Repeat all the records exactly, omitting pictures.

----- Records to process

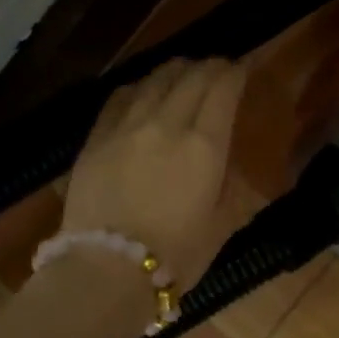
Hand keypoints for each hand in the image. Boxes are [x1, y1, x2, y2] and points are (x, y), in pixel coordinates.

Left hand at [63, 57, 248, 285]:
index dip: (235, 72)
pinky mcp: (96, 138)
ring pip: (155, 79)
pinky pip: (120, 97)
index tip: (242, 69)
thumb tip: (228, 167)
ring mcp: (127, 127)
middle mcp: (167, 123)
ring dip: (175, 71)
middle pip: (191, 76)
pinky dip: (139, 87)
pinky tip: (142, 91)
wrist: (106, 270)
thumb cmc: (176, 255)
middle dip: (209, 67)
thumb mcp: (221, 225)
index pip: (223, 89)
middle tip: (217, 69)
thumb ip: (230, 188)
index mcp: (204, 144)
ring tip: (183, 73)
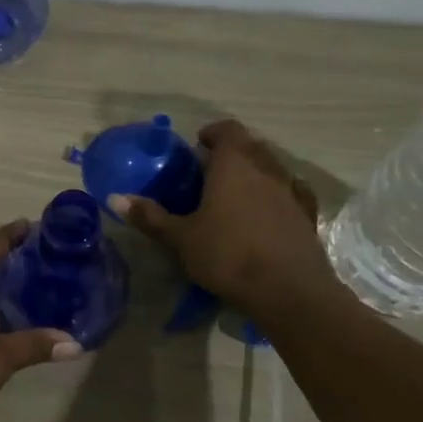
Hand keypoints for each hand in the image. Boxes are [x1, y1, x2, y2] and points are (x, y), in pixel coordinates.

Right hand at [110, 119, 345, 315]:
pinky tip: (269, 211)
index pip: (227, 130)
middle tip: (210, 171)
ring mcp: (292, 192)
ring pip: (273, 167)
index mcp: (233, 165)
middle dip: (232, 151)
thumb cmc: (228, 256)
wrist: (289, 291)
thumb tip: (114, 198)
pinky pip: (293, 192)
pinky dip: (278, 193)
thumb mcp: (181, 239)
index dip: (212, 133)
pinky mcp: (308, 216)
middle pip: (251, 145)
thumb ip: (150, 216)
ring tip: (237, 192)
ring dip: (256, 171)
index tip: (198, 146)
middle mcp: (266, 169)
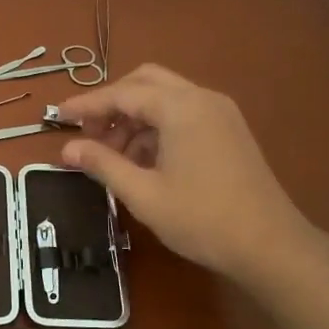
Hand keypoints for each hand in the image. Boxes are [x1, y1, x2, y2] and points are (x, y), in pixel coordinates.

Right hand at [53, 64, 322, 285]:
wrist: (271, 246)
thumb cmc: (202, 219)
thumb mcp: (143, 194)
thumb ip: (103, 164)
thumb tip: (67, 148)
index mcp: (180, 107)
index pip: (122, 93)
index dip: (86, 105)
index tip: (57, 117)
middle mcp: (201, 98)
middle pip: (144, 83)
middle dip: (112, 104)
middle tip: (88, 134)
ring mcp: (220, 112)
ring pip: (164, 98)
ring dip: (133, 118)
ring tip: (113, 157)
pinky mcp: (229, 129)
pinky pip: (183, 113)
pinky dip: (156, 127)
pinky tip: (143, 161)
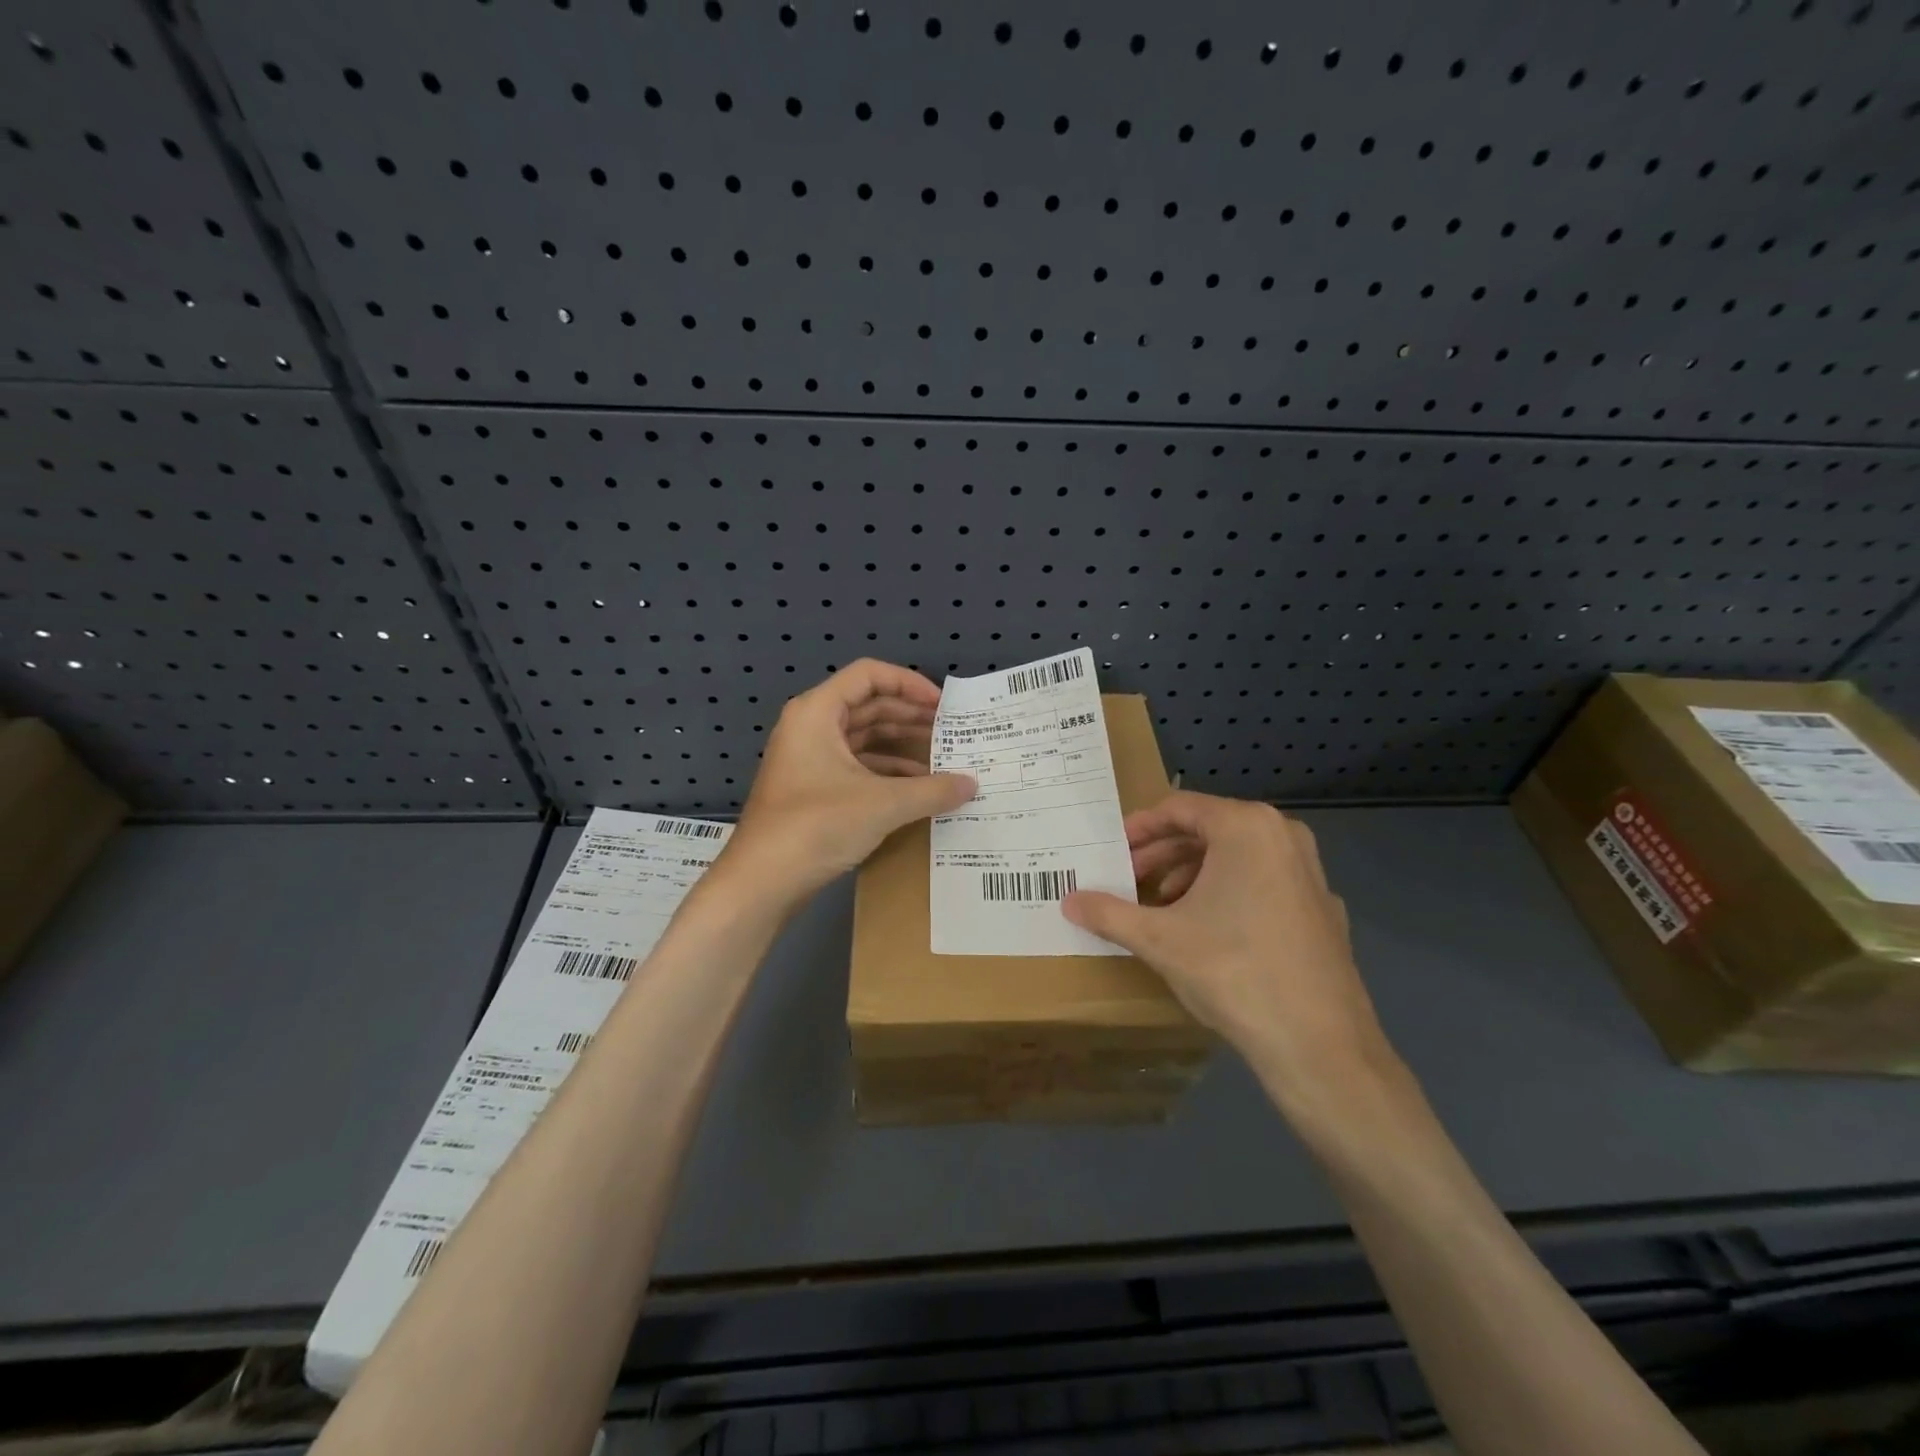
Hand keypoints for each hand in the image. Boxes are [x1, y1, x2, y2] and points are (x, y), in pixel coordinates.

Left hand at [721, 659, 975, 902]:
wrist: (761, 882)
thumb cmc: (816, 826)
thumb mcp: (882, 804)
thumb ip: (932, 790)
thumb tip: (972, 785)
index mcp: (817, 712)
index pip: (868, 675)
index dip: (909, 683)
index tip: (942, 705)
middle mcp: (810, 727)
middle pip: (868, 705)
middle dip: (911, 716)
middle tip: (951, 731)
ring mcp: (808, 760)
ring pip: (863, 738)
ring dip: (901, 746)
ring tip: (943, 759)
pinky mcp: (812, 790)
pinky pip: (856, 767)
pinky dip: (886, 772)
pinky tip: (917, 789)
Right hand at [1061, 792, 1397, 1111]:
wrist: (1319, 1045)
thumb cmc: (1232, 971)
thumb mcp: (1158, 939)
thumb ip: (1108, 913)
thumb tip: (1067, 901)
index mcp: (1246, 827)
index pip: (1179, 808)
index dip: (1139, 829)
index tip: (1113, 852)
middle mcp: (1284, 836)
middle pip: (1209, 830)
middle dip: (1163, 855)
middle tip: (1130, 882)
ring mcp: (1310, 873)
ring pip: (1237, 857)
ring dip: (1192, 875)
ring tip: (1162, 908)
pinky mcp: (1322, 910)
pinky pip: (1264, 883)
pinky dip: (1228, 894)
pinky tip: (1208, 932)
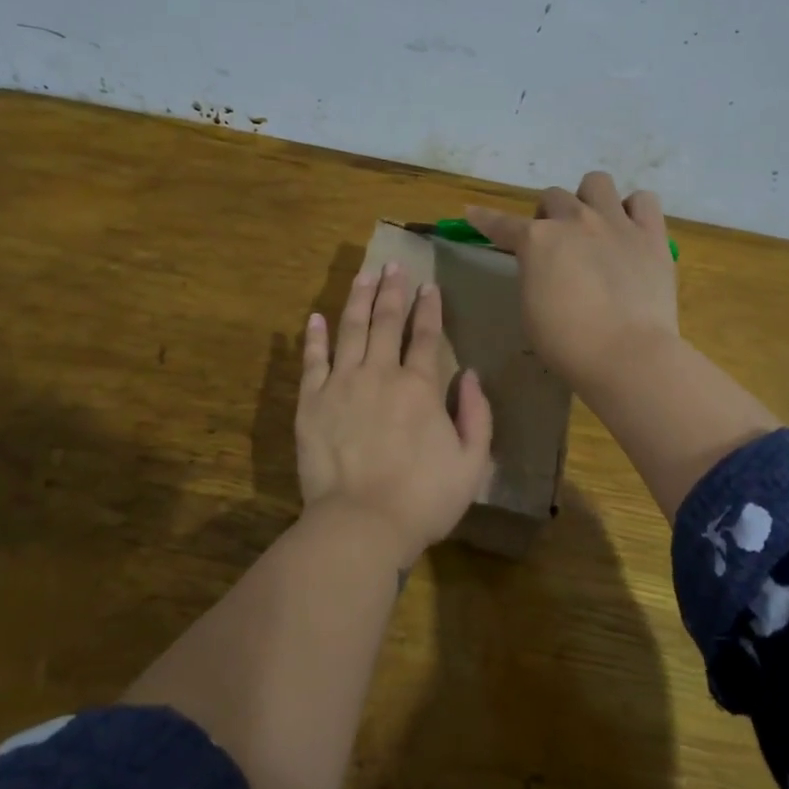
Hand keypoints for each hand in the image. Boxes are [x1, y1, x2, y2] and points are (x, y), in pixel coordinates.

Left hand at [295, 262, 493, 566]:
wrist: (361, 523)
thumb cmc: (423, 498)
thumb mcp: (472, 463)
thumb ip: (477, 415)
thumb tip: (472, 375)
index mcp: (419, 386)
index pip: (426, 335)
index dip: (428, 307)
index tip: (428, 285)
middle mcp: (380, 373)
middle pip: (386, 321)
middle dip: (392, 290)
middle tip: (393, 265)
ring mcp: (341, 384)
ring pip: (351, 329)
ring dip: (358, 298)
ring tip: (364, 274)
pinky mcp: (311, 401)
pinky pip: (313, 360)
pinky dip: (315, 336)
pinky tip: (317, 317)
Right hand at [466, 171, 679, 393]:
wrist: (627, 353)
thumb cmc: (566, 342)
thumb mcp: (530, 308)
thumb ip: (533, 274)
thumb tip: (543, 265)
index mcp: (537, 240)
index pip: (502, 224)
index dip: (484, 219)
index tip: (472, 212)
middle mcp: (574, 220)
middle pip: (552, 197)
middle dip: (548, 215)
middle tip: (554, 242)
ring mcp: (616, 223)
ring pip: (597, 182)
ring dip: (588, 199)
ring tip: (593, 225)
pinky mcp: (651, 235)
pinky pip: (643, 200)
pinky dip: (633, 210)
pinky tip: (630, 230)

----------

Result of the exercise:
Hand keypoints for each hand in the image. Boxes are [x1, y1, x2, y2] and points are (x, y), in pixel coordinates.

Left hand at [63, 57, 248, 285]:
index dip: (235, 72)
pinky mcp: (96, 138)
ring pip: (155, 79)
pinky pip: (120, 97)
index tip: (242, 69)
thumb tip: (228, 167)
ring mcp: (127, 127)
middle mcp: (167, 123)
ring dip: (175, 71)
middle pip: (191, 76)
pinky dip: (139, 87)
pinky tip: (142, 91)
wrist: (106, 270)
thumb cmc: (176, 255)
middle dip: (209, 67)
thumb mcp: (221, 225)
index pip: (223, 89)
middle tip: (217, 69)
thumb ip: (230, 188)
index mcp: (204, 144)
ring tip: (183, 73)
Hand keypoints for each hand in the image. Boxes are [x1, y1, x2, y2] and points are (x, y), in pixel coordinates.

Right hand at [110, 119, 345, 315]:
pinky tip: (269, 211)
index pip: (227, 130)
middle tip: (210, 171)
ring mcp: (292, 192)
ring pip: (273, 167)
index mcp: (233, 165)
middle dip: (232, 151)
thumb cmc: (228, 256)
wrist: (289, 291)
thumb tip: (114, 198)
pinky pip: (293, 192)
pinky dip: (278, 193)
thumb mcp: (181, 239)
index dip: (212, 133)
pinky mcp: (308, 216)
middle pip: (251, 145)
thumb ip: (150, 216)
ring tip: (237, 192)
ring dip: (256, 171)
index tip: (198, 146)
middle mcp: (266, 169)
Hand keypoints for each hand in the image. Boxes are [x1, y1, x2, y2] and points are (x, y), in pixel coordinates.

Right hand at [53, 64, 322, 285]:
wrist: (271, 246)
thumb cmc: (202, 219)
thumb mcp: (143, 194)
thumb ip: (103, 164)
thumb tip: (67, 148)
index mcp: (180, 107)
index pip: (122, 93)
index dip: (86, 105)
index tip: (57, 117)
middle mcp: (201, 98)
middle pip: (144, 83)
middle dip: (112, 104)
middle tip: (88, 134)
ring mcp: (220, 112)
ring pip: (164, 98)
ring dip: (133, 118)
ring tip: (113, 157)
pinky mcp: (229, 129)
pinky pip: (183, 113)
pinky dip: (156, 127)
pinky tip: (143, 161)
Hand keypoints for each hand in the image. Boxes are [x1, y1, x2, y2] and points are (x, y), in pixel coordinates.

Left hand at [721, 659, 975, 902]:
wrist: (761, 882)
thumb cmc: (816, 826)
thumb mcp: (882, 804)
thumb ip: (932, 790)
thumb tip: (972, 785)
index mcp: (817, 712)
index pip: (868, 675)
index dip: (909, 683)
index tip: (942, 705)
middle mcp: (810, 727)
middle pip: (868, 705)
middle dip: (911, 716)
middle tip: (951, 731)
ring mcp: (808, 760)
ring pip: (863, 738)
ring dip: (901, 746)
ring tip: (943, 759)
pinky mcp: (812, 790)
pinky pip: (856, 767)
pinky dip: (886, 772)
pinky tip: (917, 789)
Right hand at [1061, 792, 1397, 1111]:
wrist: (1319, 1045)
thumb cmc: (1232, 971)
thumb mcp: (1158, 939)
thumb ip: (1108, 913)
thumb tip: (1067, 901)
index mcp: (1246, 827)
index pip: (1179, 808)
index dip: (1139, 829)
index tip: (1113, 852)
middle mcp: (1284, 836)
middle pip: (1209, 830)
middle dip: (1163, 855)
middle tip: (1130, 882)
ring mcp: (1310, 873)
ring pip: (1237, 857)
ring dip: (1192, 875)
ring tip: (1162, 908)
pinky mcp: (1322, 910)
pinky pip: (1264, 883)
pinky dip: (1228, 894)
pinky tip: (1208, 932)
Hand keypoints for each hand in the image. Boxes are [x1, y1, x2, y2] and points are (x, y), in pixel coordinates.

Left hand at [295, 262, 493, 566]:
wrist: (361, 523)
thumb cmc: (423, 498)
thumb mcp: (472, 463)
thumb ip: (477, 415)
thumb tip: (472, 375)
index mcp: (419, 386)
index pip: (426, 335)
index dip: (428, 307)
index tip: (428, 285)
middle mcp: (380, 373)
middle pip: (386, 321)
middle dip: (392, 290)
middle tip: (393, 265)
ring mcp: (341, 384)
ring pip: (351, 329)
ring dip: (358, 298)
ring tip: (364, 274)
pinky mcp: (311, 401)
pinky pip: (313, 360)
pinky dip: (315, 336)
pinky tip: (317, 317)
Right hand at [466, 171, 679, 393]:
wrist: (627, 353)
thumb cmc: (566, 342)
thumb mcp: (530, 308)
thumb ip: (533, 274)
thumb tip: (543, 265)
index mcp: (537, 240)
index pip: (502, 224)
index dip: (484, 219)
index tip: (472, 212)
middle mcp: (574, 220)
middle pip: (552, 197)
middle dip: (548, 215)
middle tip: (554, 242)
ring mcp: (616, 223)
ring pip: (597, 182)
ring dip: (588, 199)
ring tip: (593, 225)
pinky mcp: (651, 235)
pinky pip: (643, 200)
pinky dip: (633, 210)
pinky tip: (630, 230)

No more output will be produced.